+++ Material to process +++

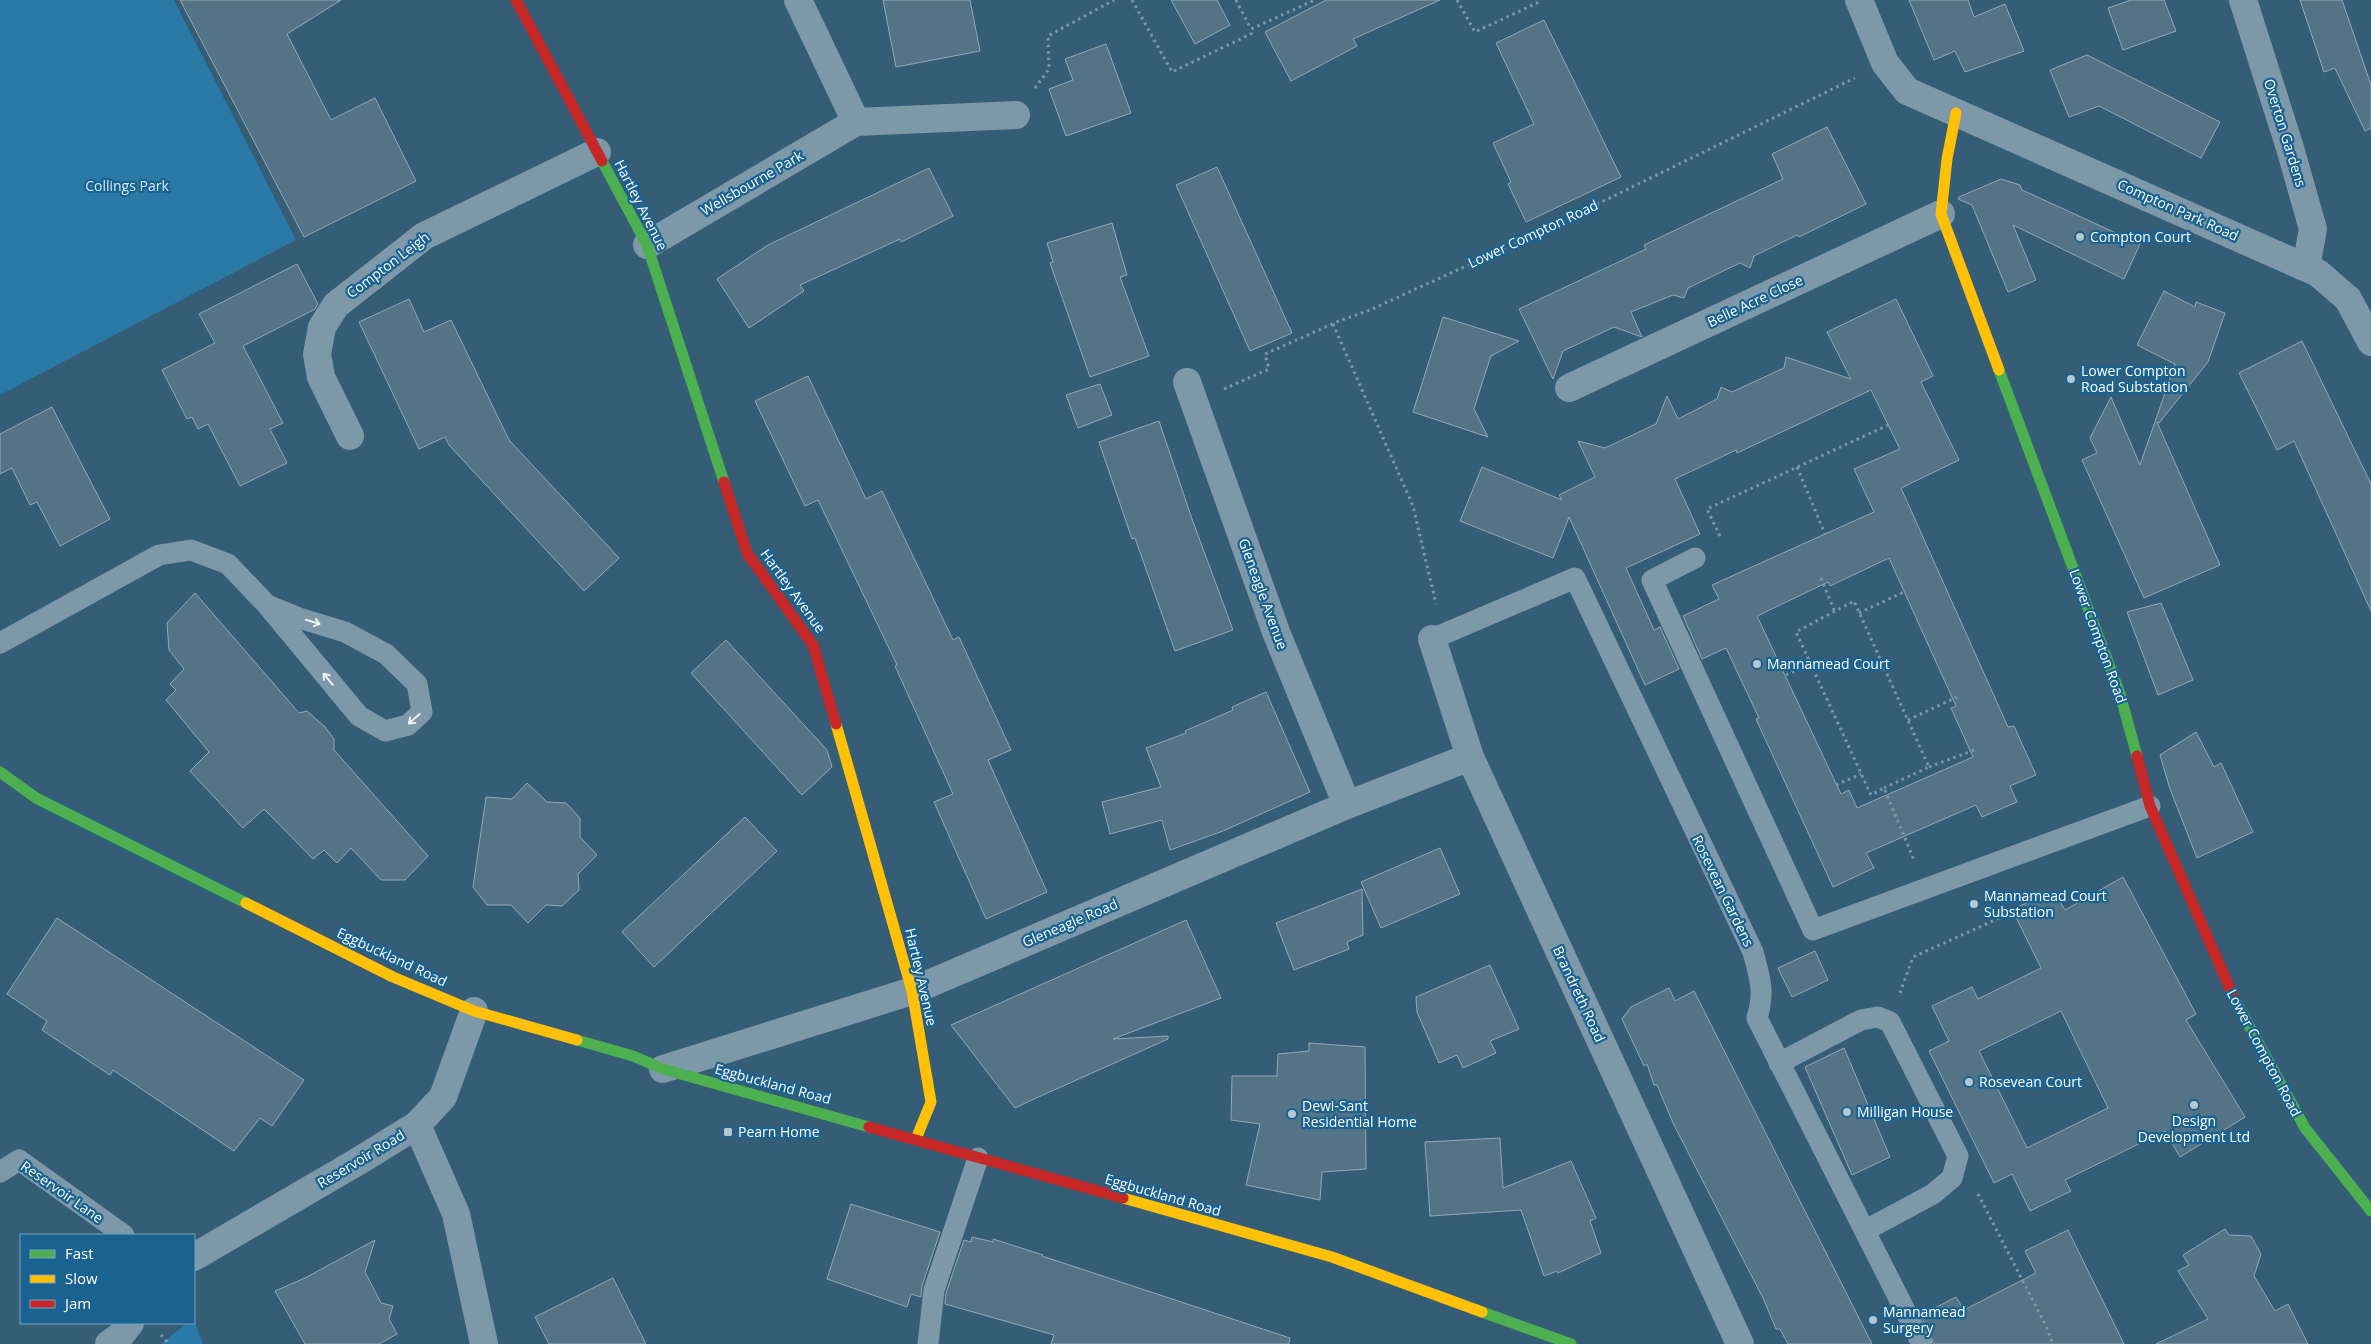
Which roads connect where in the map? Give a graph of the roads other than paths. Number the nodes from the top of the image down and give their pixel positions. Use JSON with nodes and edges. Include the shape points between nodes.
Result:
{"nodes":[{"id":1,"x":516,"y":0,"type":"edge"},
{"id":2,"x":798,"y":0,"type":"edge"},
{"id":3,"x":1859,"y":0,"type":"edge"},
{"id":4,"x":2243,"y":0,"type":"edge"},
{"id":5,"x":1956,"y":113,"type":"junction"},
{"id":6,"x":1016,"y":114,"type":"road end"},
{"id":7,"x":856,"y":122,"type":"junction"},
{"id":8,"x":597,"y":152,"type":"junction"},
{"id":9,"x":1941,"y":214,"type":"junction"},
{"id":10,"x":647,"y":244,"type":"junction"},
{"id":11,"x":2306,"y":267,"type":"junction"},
{"id":12,"x":2371,"y":342,"type":"edge"},
{"id":13,"x":1569,"y":388,"type":"dead end"},
{"id":14,"x":1191,"y":392,"type":"road end"},
{"id":15,"x":350,"y":436,"type":"dead end"},
{"id":16,"x":1695,"y":558,"type":"road end"},
{"id":17,"x":267,"y":605,"type":"junction"},
{"id":18,"x":1438,"y":637,"type":"joint"},
{"id":19,"x":0,"y":643,"type":"edge"},
{"id":20,"x":1470,"y":757,"type":"junction"},
{"id":21,"x":0,"y":772,"type":"edge"},
{"id":22,"x":1347,"y":804,"type":"junction"},
{"id":23,"x":2150,"y":806,"type":"junction"},
{"id":24,"x":912,"y":991,"type":"junction"},
{"id":25,"x":474,"y":1011,"type":"junction"},
{"id":26,"x":1779,"y":1064,"type":"junction"},
{"id":27,"x":663,"y":1069,"type":"junction"},
{"id":28,"x":417,"y":1125,"type":"junction"},
{"id":29,"x":916,"y":1139,"type":"junction"},
{"id":30,"x":978,"y":1158,"type":"junction"},
{"id":31,"x":0,"y":1172,"type":"edge"},
{"id":32,"x":2371,"y":1211,"type":"edge"},
{"id":33,"x":1866,"y":1230,"type":"junction"},
{"id":34,"x":123,"y":1234,"type":"edge"},
{"id":35,"x":195,"y":1256,"type":"edge"},
{"id":36,"x":129,"y":1324,"type":"edge"},
{"id":37,"x":109,"y":1344,"type":"edge"},
{"id":38,"x":484,"y":1344,"type":"edge"},
{"id":39,"x":928,"y":1344,"type":"edge"},
{"id":40,"x":1571,"y":1344,"type":"edge"},
{"id":41,"x":1740,"y":1344,"type":"edge"},
{"id":42,"x":1922,"y":1344,"type":"edge"}],
"edges":[{"from":1,"to":8,"type":"street","name":"Hartley Avenue"},
{"from":2,"to":7,"type":"street"},
{"from":3,"to":5,"type":"street","via":[[1885,63],[1908,91]]},
{"from":4,"to":11,"type":"street","name":"Overton Gardens","via":[[2313,229]]},
{"from":5,"to":9,"type":"street","name":"Lower Compton Road"},
{"from":5,"to":11,"type":"street","name":"Compton Park Road"},
{"from":6,"to":7,"type":"street","name":"Wellsbourne Park"},
{"from":7,"to":10,"type":"street","name":"Wellsbourne Park"},
{"from":8,"to":10,"type":"street","name":"Hartley Avenue"},
{"from":8,"to":15,"type":"street","name":"Compton Leigh","via":[[424,236],[336,305],[322,327],[316,354],[321,377]]},
{"from":9,"to":13,"type":"street","name":"Belle Acre Close"},
{"from":9,"to":23,"type":"street","name":"Lower Compton Road","via":[[2120,694]]},
{"from":10,"to":24,"type":"street","name":"Hartley Avenue","via":[[747,553],[813,644]]},
{"from":11,"to":12,"type":"street","name":"Compton Park Road","via":[[2318,272],[2348,299]]},
{"from":14,"to":22,"type":"street","name":"Gleneagle Avenue","via":[[1276,632]]},
{"from":16,"to":23,"type":"lane","via":[[1652,580],[1813,930]]},
{"from":17,"to":17,"type":"lane","one_way":true,"via":[[345,632],[386,654],[417,684],[422,712],[408,724],[386,731],[359,716]]},
{"from":17,"to":19,"type":"lane","via":[[228,564],[191,550],[158,556]]},
{"from":18,"to":20,"type":"street","name":"Brandreth Road"},
{"from":18,"to":26,"type":"lane","name":"Rosevean Gardens","via":[[1575,578],[1753,952],[1761,983],[1762,1000],[1757,1018]]},
{"from":20,"to":22,"type":"street","name":"Gleneagle Road"},
{"from":20,"to":41,"type":"street","name":"Brandreth Road"},
{"from":21,"to":25,"type":"street","name":"Eggbuckland Road","via":[[36,798],[393,976]]},
{"from":22,"to":24,"type":"street","name":"Gleneagle Road"},
{"from":23,"to":32,"type":"street","name":"Lower Compton Road","via":[[2240,1012],[2305,1128]]},
{"from":24,"to":27,"type":"street","name":"Gleneagle Road"},
{"from":24,"to":29,"type":"street","name":"Hartley Avenue","via":[[931,1102]]},
{"from":25,"to":27,"type":"street","name":"Eggbuckland Road","via":[[633,1056]]},
{"from":25,"to":28,"type":"street","name":"Reservoir Road","via":[[443,1097]]},
{"from":26,"to":33,"type":"lane","name":"Rosevean Gardens"},
{"from":26,"to":33,"type":"lane","via":[[1861,1020],[1878,1017],[1890,1022],[1958,1156],[1952,1178],[1933,1194]]},
{"from":27,"to":29,"type":"street","name":"Eggbuckland Road"},
{"from":28,"to":35,"type":"street","name":"Reservoir Road"},
{"from":28,"to":38,"type":"street","via":[[456,1214]]},
{"from":29,"to":30,"type":"street","name":"Eggbuckland Road"},
{"from":30,"to":39,"type":"lane","via":[[934,1290]]},
{"from":30,"to":40,"type":"street","name":"Eggbuckland Road","via":[[1332,1257]]},
{"from":31,"to":34,"type":"lane","name":"Reservoir Lane","via":[[19,1160]]},
{"from":33,"to":42,"type":"lane","name":"Rosevean Gardens"},
{"from":36,"to":37,"type":"street"}]}
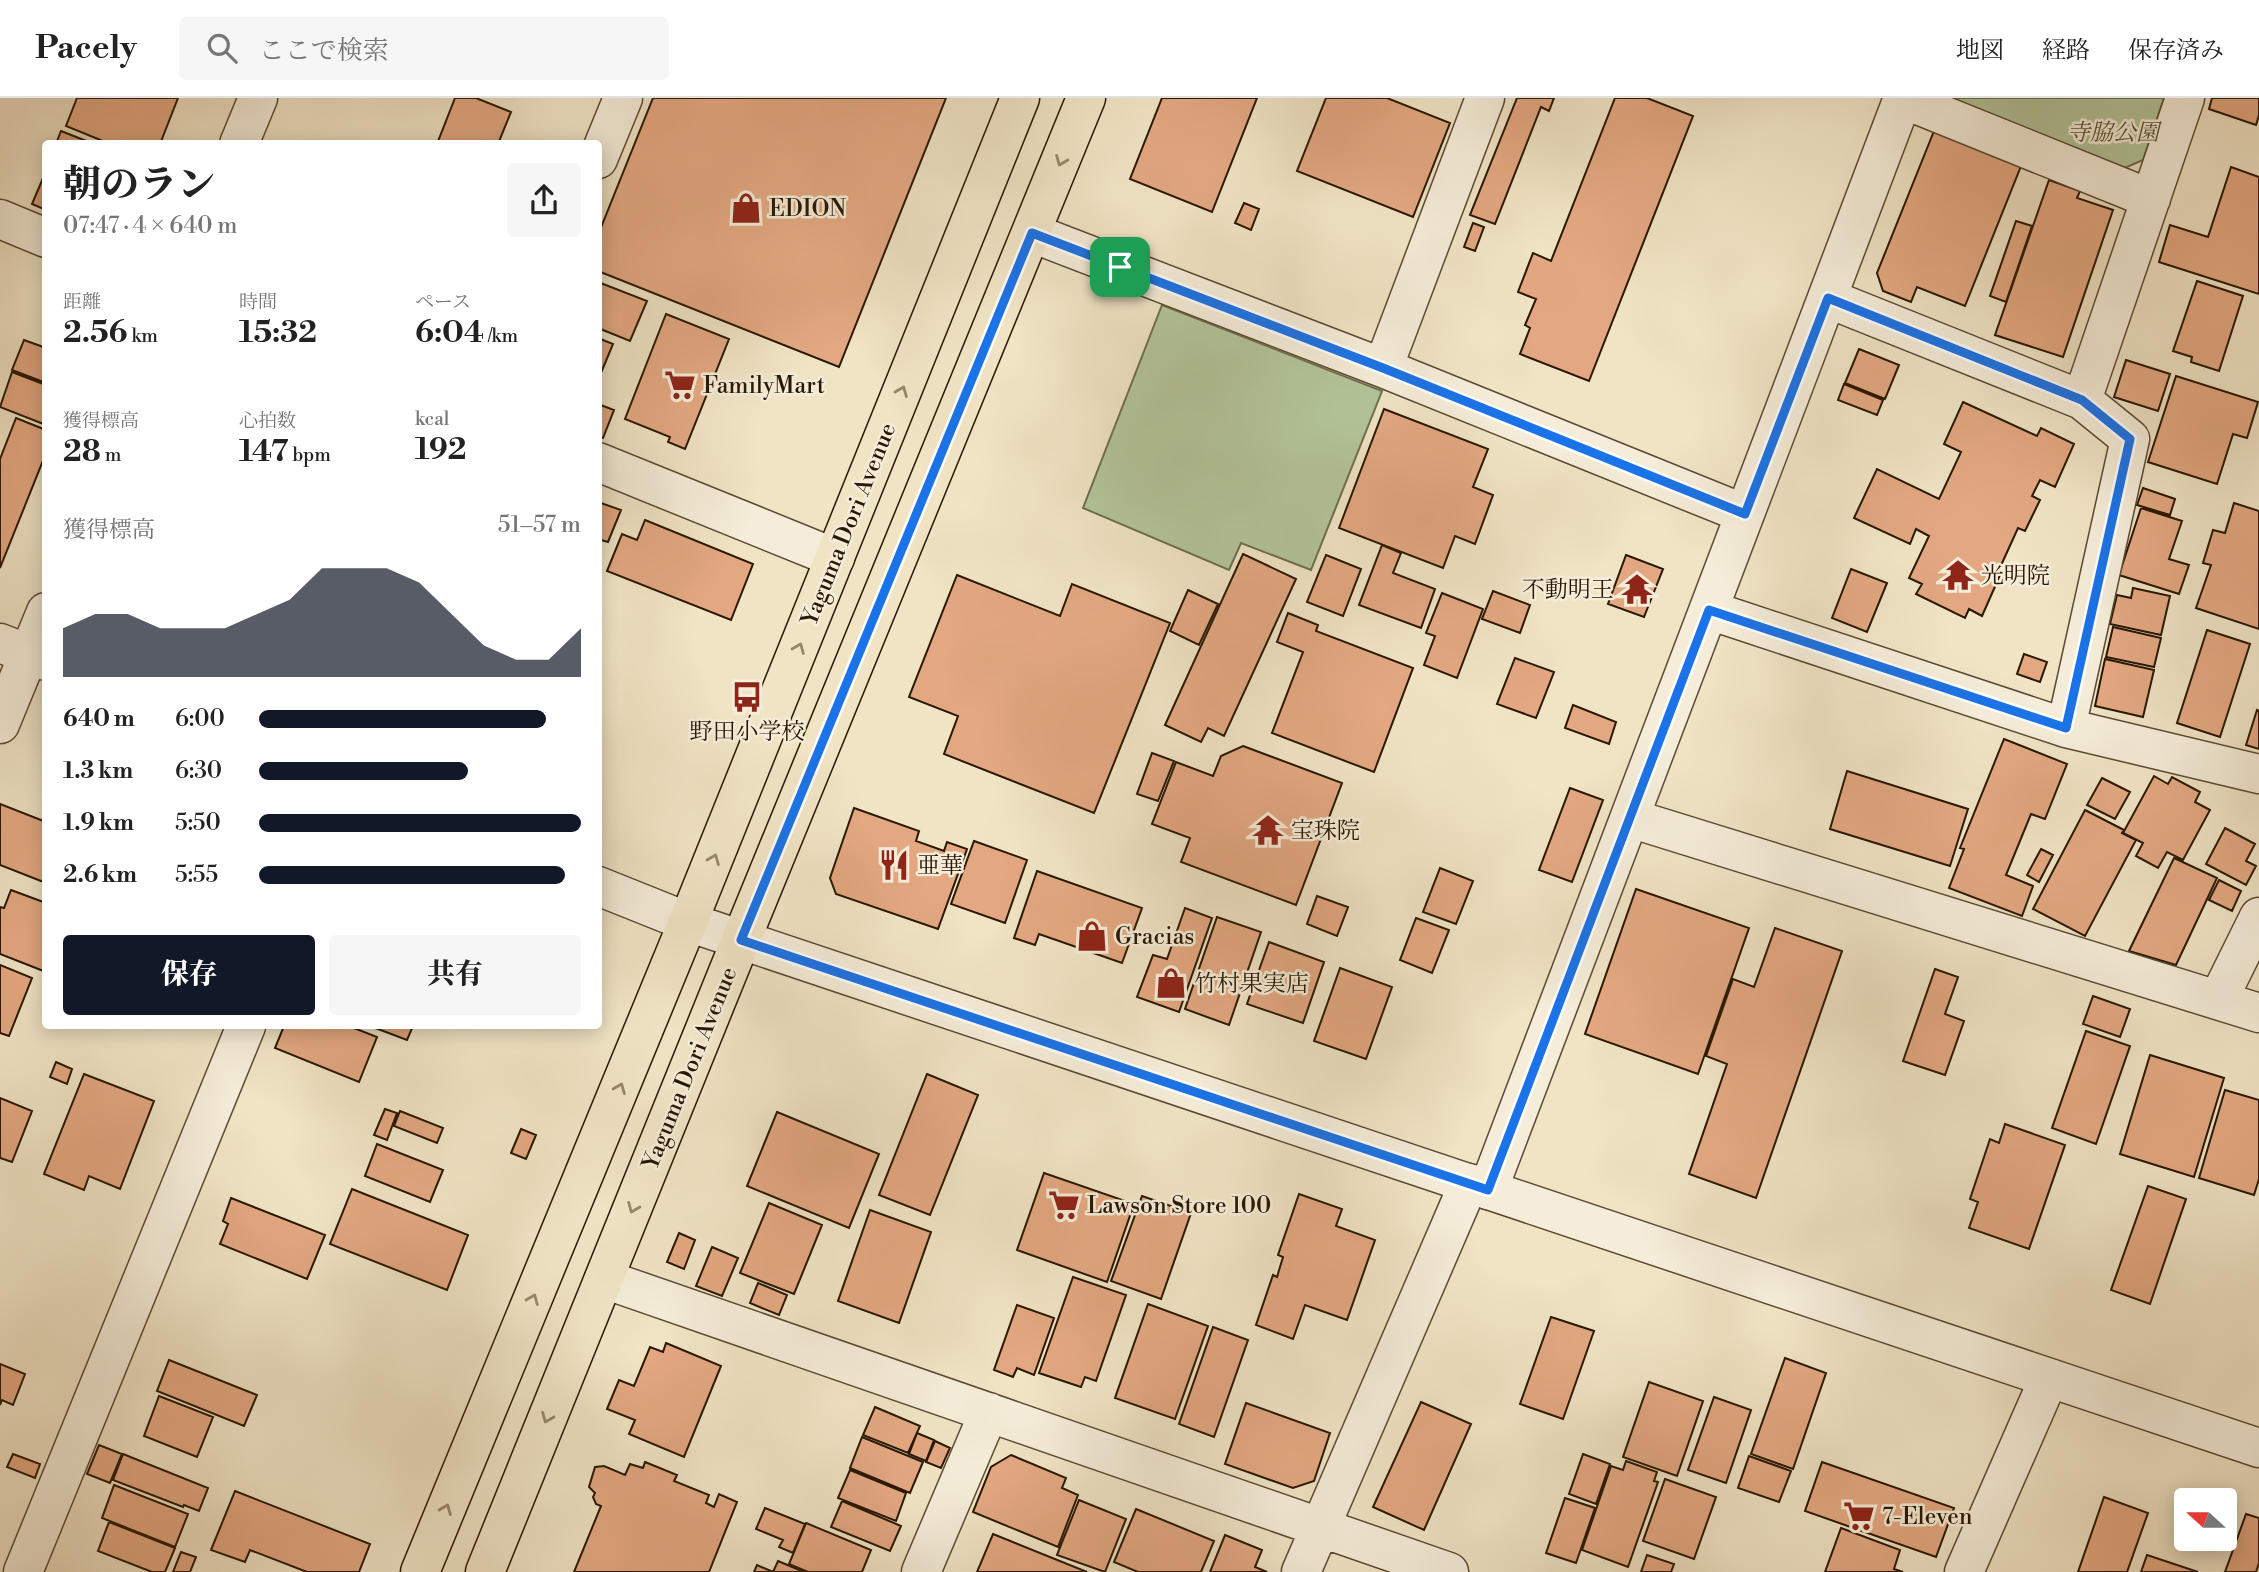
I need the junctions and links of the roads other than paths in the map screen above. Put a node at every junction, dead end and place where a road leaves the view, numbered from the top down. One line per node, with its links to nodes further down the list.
1 (258, 98): 8 (street)
2 (623, 98): 9 (street)
3 (1020, 98): 19 (main road, Yaguma Dori Avenue, one-way to 3)
4 (1086, 98): 12 (main road, Yaguma Dori Avenue, one-way to 12)
5 (1485, 98): 15 (street)
6 (1903, 98): 10 (street); 14 (street)
7 (2185, 98): 10 (street)
8 (241, 140)
9 (602, 149)
10 (2151, 199): 16 (street)
11 (0, 219): 13 (street)
12 (1032, 233): 15 (street); 30 (main road, Yaguma Dori Avenue)
13 (42, 236)
14 (1828, 298): 16 (street); 18 (street)
15 (1383, 368): 18 (street)
16 (2082, 400): 24 (street)
17 (602, 464): 19 (street)
18 (1745, 514): 20 (street)
19 (835, 558): 29 (main road, Yaguma Dori Avenue, one-way to 19)
20 (1709, 610): 24 (street); 26 (street)
21 (42, 620): 22 (street)
22 (25, 653): 23 (street)
23 (0, 724)
24 (2066, 728): 25 (street)
25 (2259, 774)
26 (1630, 818): 31 (street); 34 (street)
27 (602, 888): 29 (street)
28 (2259, 917): 31 (street)
29 (688, 922): 30 (street); 41 (main road, Yaguma Dori Avenue, one-way to 29)
30 (741, 940): 34 (street); 35 (main road, Yaguma Dori Avenue, one-way to 35)
31 (2218, 1000): 32 (street)
32 (2259, 1013)
33 (245, 1029): 40 (street)
34 (1478, 1187): 36 (street); 39 (street)
35 (604, 1279): 37 (street); 42 (main road, Yaguma Dori Avenue, one-way to 42)
36 (2049, 1378): 38 (street); 46 (street)
37 (989, 1412): 39 (street); 43 (street)
38 (2259, 1448)
39 (1320, 1527): 44 (street); 45 (street)
40 (23, 1572)
41 (420, 1572)
42 (485, 1572)
43 (921, 1572)
44 (1301, 1572)
45 (1450, 1572)
46 (1964, 1572)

+++

-- Task prompt --
Take from the listing above each line in which the string "Rosevean" is found.

-- Solution to this exercise --
{"from":18,"to":26,"type":"lane","name":"Rosevean Gardens","via":[[1575,578],[1753,952],[1761,983],[1762,1000],[1757,1018]]},
{"from":26,"to":33,"type":"lane","name":"Rosevean Gardens"},
{"from":33,"to":42,"type":"lane","name":"Rosevean Gardens"},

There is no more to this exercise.